_Exercise prompt_. Report every line below that holds the word "VERNON".

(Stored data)
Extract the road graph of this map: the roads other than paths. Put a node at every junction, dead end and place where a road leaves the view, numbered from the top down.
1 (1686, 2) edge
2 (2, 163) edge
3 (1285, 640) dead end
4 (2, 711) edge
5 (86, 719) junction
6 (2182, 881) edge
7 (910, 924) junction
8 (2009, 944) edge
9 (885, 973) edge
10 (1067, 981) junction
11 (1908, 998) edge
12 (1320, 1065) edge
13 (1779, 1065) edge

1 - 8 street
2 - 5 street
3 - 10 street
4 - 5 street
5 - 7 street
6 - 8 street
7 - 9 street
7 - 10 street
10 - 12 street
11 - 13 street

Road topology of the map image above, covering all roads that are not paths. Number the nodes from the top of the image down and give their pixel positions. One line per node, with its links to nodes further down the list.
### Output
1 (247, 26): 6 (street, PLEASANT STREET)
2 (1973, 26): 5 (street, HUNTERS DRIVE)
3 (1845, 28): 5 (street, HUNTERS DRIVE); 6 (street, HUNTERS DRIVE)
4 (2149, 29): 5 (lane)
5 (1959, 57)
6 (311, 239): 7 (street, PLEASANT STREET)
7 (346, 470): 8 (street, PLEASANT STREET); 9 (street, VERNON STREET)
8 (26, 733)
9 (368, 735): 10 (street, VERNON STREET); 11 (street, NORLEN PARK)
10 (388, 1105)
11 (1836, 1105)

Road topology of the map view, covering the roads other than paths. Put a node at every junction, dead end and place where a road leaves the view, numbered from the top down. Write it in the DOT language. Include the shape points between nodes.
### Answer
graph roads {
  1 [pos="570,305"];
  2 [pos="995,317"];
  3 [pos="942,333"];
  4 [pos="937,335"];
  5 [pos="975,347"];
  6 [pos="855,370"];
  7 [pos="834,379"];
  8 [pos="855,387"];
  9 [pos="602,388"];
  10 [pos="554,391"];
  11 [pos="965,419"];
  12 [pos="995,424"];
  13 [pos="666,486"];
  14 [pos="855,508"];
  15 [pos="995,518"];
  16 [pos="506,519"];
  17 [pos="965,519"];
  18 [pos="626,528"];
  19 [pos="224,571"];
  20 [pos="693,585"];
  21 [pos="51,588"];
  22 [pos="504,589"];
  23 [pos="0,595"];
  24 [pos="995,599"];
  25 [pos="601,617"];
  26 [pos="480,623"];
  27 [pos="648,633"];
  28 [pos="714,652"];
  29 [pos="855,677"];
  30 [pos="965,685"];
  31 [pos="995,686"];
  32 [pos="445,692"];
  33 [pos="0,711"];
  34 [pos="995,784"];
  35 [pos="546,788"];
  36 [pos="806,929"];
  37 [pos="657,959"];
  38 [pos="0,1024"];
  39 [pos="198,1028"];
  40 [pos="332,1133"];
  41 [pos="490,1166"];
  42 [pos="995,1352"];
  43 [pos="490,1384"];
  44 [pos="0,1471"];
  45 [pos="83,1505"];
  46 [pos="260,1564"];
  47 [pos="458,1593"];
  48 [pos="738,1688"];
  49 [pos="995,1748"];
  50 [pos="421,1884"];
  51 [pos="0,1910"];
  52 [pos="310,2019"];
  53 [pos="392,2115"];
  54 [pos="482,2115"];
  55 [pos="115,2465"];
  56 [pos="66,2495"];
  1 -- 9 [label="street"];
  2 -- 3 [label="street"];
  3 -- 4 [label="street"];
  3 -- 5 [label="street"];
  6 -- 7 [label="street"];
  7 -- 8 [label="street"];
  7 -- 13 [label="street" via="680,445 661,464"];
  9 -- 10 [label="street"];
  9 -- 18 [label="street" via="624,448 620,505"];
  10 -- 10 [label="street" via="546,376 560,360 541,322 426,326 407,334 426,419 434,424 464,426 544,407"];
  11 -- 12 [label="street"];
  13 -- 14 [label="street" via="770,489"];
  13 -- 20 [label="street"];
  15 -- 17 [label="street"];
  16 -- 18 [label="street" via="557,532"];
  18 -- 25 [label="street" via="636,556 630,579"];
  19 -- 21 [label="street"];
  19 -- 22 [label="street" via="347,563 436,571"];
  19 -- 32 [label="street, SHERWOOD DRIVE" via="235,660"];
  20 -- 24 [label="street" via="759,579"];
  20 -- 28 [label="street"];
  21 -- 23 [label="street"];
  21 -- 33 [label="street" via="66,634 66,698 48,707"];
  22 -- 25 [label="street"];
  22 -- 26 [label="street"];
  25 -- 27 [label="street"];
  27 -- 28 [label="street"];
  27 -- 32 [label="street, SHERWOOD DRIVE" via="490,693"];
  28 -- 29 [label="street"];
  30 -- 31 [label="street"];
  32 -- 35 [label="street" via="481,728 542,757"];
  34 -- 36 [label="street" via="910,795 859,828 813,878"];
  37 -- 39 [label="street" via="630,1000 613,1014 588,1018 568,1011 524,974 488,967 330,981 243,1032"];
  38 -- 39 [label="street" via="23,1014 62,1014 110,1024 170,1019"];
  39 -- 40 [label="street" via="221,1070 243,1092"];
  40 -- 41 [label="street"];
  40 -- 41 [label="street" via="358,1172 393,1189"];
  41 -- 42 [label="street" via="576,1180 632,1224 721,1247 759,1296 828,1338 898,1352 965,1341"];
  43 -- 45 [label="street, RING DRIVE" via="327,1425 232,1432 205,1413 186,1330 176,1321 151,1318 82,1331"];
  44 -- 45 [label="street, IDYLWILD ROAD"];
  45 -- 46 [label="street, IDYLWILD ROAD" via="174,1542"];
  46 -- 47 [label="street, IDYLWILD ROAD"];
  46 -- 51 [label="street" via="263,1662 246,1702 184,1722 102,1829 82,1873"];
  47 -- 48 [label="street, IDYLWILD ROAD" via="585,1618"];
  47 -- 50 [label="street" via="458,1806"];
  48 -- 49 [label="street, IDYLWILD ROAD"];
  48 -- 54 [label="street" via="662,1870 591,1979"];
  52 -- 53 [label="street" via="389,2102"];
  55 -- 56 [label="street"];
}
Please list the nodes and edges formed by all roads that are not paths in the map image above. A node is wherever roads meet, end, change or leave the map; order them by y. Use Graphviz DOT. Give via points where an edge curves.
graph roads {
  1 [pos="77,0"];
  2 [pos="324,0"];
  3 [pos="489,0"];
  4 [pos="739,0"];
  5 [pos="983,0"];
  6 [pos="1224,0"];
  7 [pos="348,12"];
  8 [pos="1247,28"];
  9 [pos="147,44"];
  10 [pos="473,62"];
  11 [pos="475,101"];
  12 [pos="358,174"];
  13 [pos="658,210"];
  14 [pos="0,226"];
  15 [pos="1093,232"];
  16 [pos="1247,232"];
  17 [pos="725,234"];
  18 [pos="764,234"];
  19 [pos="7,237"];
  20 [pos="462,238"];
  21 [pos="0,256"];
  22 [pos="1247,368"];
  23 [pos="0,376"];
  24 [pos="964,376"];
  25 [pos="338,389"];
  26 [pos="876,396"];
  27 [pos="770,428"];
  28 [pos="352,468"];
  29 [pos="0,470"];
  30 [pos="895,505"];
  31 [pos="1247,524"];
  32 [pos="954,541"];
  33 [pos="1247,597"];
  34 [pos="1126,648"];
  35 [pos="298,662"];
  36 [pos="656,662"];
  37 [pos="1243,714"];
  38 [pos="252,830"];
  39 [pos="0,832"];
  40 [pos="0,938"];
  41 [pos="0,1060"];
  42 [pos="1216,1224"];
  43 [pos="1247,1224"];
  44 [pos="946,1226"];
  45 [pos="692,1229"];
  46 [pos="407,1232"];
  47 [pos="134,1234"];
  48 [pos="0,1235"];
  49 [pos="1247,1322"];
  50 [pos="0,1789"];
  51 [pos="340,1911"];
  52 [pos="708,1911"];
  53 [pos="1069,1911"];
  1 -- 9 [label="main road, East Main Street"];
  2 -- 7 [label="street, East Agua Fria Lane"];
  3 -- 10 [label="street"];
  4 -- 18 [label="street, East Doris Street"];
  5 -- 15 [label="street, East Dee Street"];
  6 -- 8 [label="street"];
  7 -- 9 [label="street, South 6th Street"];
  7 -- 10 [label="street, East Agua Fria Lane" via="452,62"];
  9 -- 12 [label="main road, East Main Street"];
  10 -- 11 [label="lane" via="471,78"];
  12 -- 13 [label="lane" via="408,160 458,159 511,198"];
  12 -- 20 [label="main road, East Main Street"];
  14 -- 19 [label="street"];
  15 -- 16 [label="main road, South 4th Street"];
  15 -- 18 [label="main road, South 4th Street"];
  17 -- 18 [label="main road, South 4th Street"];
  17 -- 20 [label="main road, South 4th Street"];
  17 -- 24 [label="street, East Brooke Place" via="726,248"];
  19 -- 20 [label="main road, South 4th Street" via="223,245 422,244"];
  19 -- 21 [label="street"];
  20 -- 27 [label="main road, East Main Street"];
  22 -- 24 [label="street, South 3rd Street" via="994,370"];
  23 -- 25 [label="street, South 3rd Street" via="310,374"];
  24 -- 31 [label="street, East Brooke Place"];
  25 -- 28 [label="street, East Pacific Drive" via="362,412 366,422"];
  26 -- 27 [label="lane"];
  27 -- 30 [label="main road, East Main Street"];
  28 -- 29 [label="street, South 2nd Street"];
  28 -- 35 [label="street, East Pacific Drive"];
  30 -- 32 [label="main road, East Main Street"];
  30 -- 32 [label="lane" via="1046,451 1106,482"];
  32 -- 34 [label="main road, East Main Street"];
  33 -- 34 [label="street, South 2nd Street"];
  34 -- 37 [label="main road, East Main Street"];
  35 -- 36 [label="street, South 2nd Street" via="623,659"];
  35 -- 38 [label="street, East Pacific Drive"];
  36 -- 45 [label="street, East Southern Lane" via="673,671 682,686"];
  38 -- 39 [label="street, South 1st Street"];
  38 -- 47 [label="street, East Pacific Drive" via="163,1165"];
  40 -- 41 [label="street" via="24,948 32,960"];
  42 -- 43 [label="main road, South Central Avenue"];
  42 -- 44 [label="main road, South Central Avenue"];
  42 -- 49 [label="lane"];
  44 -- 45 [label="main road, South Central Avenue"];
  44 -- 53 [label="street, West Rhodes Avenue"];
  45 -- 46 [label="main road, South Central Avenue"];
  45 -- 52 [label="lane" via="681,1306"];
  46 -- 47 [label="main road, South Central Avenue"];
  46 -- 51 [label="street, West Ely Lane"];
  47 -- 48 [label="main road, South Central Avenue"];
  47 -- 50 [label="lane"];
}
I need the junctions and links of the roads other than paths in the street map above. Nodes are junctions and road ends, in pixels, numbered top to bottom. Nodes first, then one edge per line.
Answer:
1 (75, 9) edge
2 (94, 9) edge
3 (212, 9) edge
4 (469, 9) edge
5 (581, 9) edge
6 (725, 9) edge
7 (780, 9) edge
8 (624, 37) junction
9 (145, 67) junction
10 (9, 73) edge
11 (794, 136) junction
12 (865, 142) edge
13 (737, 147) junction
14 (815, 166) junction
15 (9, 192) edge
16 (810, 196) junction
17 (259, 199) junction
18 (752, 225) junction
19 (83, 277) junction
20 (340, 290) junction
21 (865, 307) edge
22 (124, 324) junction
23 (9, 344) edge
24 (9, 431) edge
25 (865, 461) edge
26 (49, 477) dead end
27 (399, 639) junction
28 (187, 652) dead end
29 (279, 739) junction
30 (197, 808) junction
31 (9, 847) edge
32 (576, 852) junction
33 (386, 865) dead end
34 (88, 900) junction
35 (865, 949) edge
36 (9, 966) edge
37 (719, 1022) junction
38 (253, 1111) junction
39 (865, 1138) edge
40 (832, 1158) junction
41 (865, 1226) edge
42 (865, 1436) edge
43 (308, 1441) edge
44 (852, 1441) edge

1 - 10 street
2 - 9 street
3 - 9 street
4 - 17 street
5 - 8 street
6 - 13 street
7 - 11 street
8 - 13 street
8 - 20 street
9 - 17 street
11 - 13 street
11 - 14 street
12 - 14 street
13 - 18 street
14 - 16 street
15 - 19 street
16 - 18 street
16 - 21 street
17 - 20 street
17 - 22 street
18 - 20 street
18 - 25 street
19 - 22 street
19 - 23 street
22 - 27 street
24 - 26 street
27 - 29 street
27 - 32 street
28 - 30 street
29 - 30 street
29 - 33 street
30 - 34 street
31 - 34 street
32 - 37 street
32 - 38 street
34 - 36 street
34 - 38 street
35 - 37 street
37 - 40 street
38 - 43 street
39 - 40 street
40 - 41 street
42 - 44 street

_Reply_.
7 (346, 470): 8 (street, PLEASANT STREET); 9 (street, VERNON STREET)
9 (368, 735): 10 (street, VERNON STREET); 11 (street, NORLEN PARK)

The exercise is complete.